“Pacific Palisades”. Un testo al confine
di Stiliana Milkova
Pacific Palisades, il nuovo libro di Dario Voltolini, è appena uscito da Einaudi. Pacific Palisades racconta una vita attraverso la mappa di una città. Per specificare, il suo è un testo autobiografico che colloca la propria storia sulla pianta topografica di Torino (la città natia dello scrittore) per poi espandere la prospettiva dell’io narrante e dunque anche quella del lettore fino a comprendere territori lontani e definitivamente stranieri e fare un giro dalla California a Tokyo. Quei territori geografici vengono descritti anche come territori limitrofi, posizionati al confine tra realtà cartografica e immaginazione, tra presente e passato – territori che sono innanzitutto dentro di noi, luoghi che generano la nostra identità e per questo anche plasmano le nostre esperienze. In questo modo l’ottica testuale si muove vertiginosamente dal dettaglio personale alla panoramica globale, si sposta da paesaggi urbani a paesaggi psichici. Il tema dominante di Pacific Palisades è il legame inestricabile tra geografia e genealogia, tra memorie (esperienze vissute o perfino inventate, desiderate) e luoghi (reali e immaginari, visibili e invisibili).
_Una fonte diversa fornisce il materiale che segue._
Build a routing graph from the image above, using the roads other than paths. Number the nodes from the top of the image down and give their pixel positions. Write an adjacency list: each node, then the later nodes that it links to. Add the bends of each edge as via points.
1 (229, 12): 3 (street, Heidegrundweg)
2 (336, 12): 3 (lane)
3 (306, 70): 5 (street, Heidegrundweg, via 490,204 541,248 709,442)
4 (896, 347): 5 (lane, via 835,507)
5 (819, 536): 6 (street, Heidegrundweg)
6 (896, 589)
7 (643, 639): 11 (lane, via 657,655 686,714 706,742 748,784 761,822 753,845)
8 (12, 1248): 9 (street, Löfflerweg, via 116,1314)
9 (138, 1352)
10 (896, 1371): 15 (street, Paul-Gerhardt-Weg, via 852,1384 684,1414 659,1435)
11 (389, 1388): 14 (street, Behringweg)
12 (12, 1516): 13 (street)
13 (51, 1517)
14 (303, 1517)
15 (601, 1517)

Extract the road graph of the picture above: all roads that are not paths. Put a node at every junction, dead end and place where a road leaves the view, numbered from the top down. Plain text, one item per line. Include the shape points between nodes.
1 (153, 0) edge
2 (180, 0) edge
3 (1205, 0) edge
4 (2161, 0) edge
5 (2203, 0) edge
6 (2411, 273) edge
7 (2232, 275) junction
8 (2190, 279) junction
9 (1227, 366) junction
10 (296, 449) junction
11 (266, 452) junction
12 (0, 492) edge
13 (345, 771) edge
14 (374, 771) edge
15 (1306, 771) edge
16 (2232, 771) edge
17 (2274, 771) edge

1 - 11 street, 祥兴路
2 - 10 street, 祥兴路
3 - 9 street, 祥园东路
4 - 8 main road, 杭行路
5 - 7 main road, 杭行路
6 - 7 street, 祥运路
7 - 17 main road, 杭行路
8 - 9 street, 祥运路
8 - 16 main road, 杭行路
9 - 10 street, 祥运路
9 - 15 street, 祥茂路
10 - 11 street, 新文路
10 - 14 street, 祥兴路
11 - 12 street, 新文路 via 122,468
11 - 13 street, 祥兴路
L’incipit del libro, “Tiglio”, collega esplicitamente genealogia e geografia, nonché il generare del testo e la topografia torinese:
Il 2 giugno del 2015, Festa della Repubblica Italiana e giorno in cui,
nel 1932, nacque mio padre,
piazza Pitagora, a Torino, dopo il tramonto,
era satura del profumo dei tigli.
C’era una luna bella grassa in cielo,
ma gli angoli della piazza, il bar, i muri dei palazzi
erano bui.
Anche ore dopo, in un altro punto della città, corso Brescia
era gonfio del profumo che il tiglio rilascia nell’aria calda,
e così era in tutta la città in ogni ora senza vento
nei suoi viali inondati di fogliame
quando attraversi attento sebbene le strade siano deserte.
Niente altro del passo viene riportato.